Paul’s Story: Part of An Invasion That Fortunately Never Happened
Paul’s Story was written by fellow Carlton Pleasant Hill – Martinez resident, Harriett Burt, and it recounts Paul’s time in the service as a young man.
Paul Moser graduated from Pittsburg High School in Contra Costa County in 1942. He and his three best friends signed up for the service in 1943, Paul choosing the US Navy’s V-12 program which trained young enlistees to be Naval officers. He took basic training at San Mateo Junior College and was accepted to Midshipman School at Northwestern University in Chicago for their 90-day training program.
Paul was sent to New Orleans and assigned to a Tank Landing Ship (LST). This kind of ship was used throughout the Pacific and most famously for the landing at Normandy.

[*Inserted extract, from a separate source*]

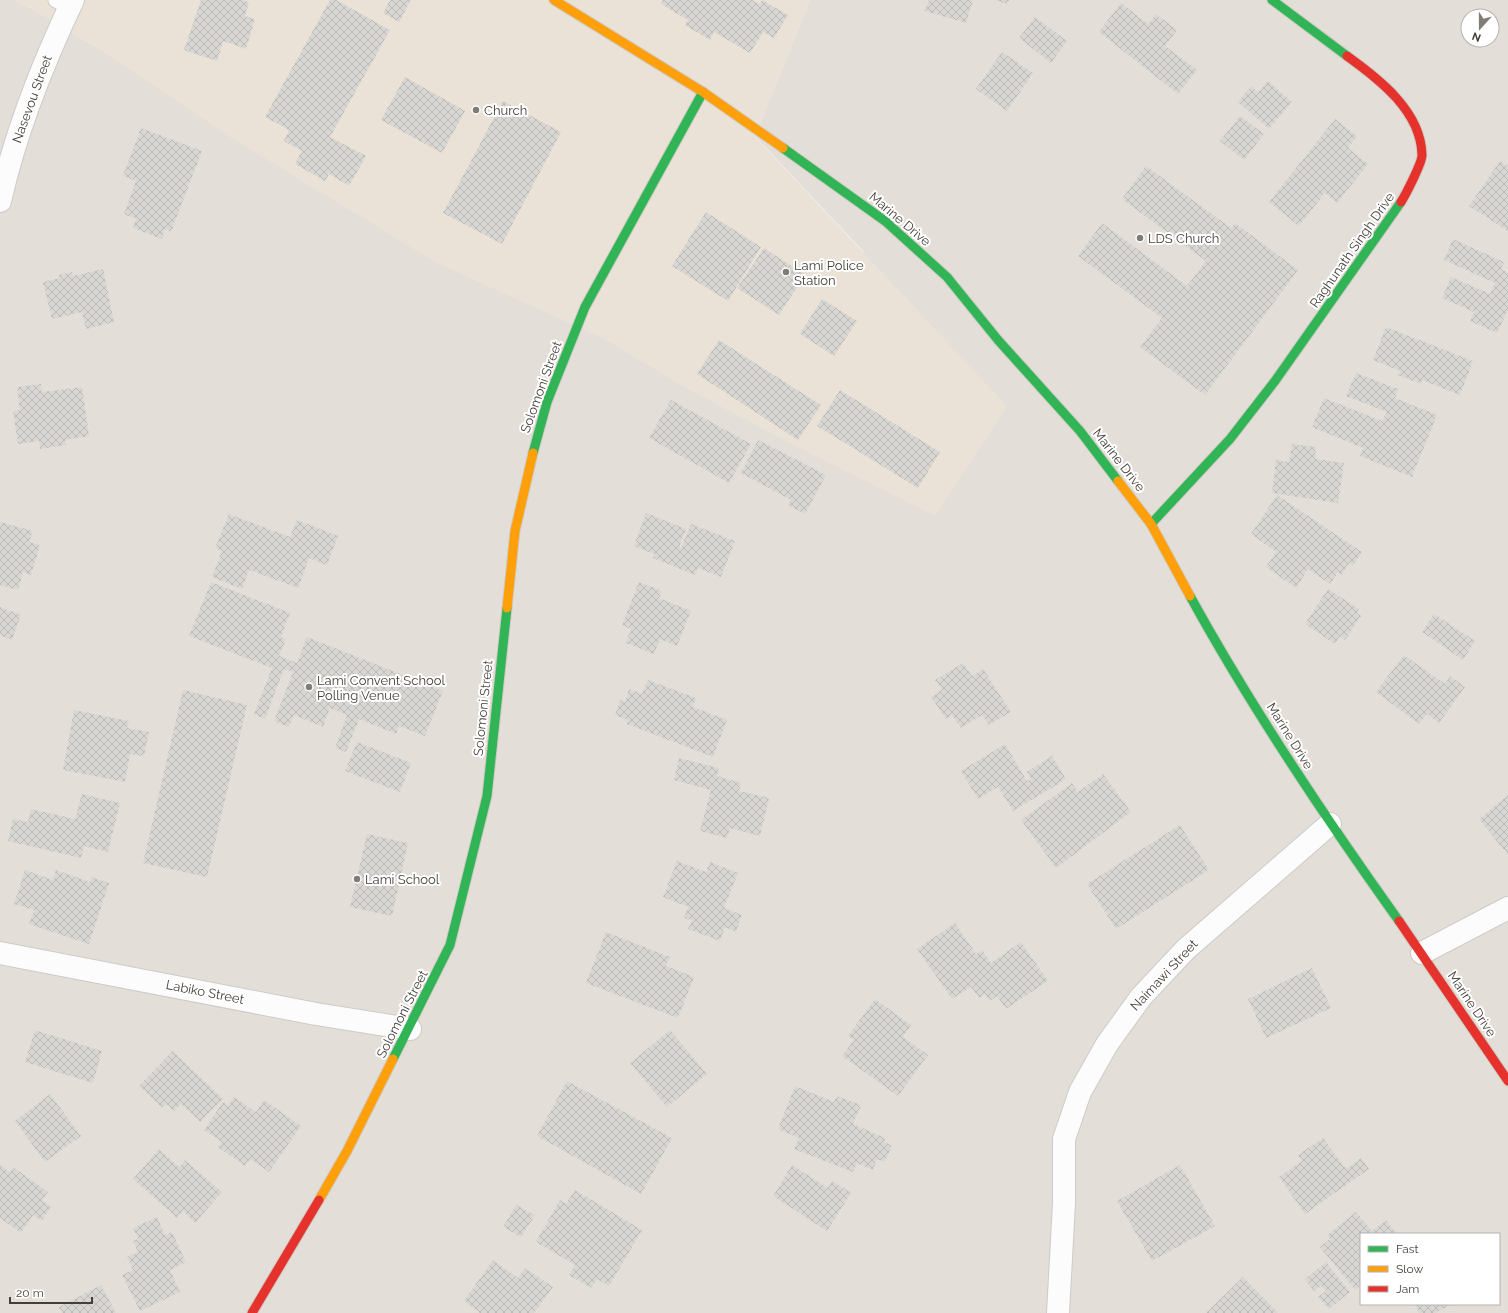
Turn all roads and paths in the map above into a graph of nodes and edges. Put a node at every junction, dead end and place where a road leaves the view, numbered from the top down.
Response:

Deployment to the Philippines
In 1944, Paul was transferred from New Orleans to the Philippines where the Japanese had just been “largely” defeated with a few being captured or escaping to home or into the jungles of the various islands. Equipment was being gathered and training was underway for an invasion of Japan when Paul arrived. At the age of 20, he was named Executive Officer of Ship 741 overseeing a total of four officers and 110 sailors.
According to Paul, Winston Churchill later said, “LSTs won the war.” Had they been needed for a fight in the Japanese home islands, Paul and all the others who were being trained knew it would have been a ‘fight to the last man’ by the Japanese as it had already been on the Pacific islands. Only a literal handful of the American military, a few scientists, and the Soviets as it turned out, knew the Manhattan Project was about to achieve the atomic bomb. Paul and the 741 crew used the time in the Philippines to train.
An interesting point Paul makes is that by 1943-44, very few of his high school classmates were joining the service because it was so easy to get well-paying jobs in the war industries locally with US Steel, Dow Chemical, Shell Oil, and C&H Sugar. He chose to sign up for the Navy for patriotic reasons.
On August 9, 1945, the Japanese emperor, Hirohito, announced the Japanese army would surrender following the second atomic bomb drop on Nagasaki. After a week of internal and external back-and-forth, Japan officially surrendered on the Allied terms on August 15.
Returning Home to Martinez
Paul and the crew of 741 brought the ship home to Martinez, California, anchoring right offshore of what is now Waterfront Park. Since the ship was stocked full of all kinds of supplies, the crew including Paul were allowed to help themselves. When Paul’s father came to pick him up in the family car, Paul grabbed a pistol, some tools, and lots of food which his family enjoyed.
What really stands out in his mind 75 years later? “To me,” Paul says, “one of the greatest things the United States ever did was the GI Bill of Rights which made it possible for so many veterans to go to college. We got $65 a month to cover tuition and all supplies. ‘The Greatest Generation?’ — the GI Bill was part of that.”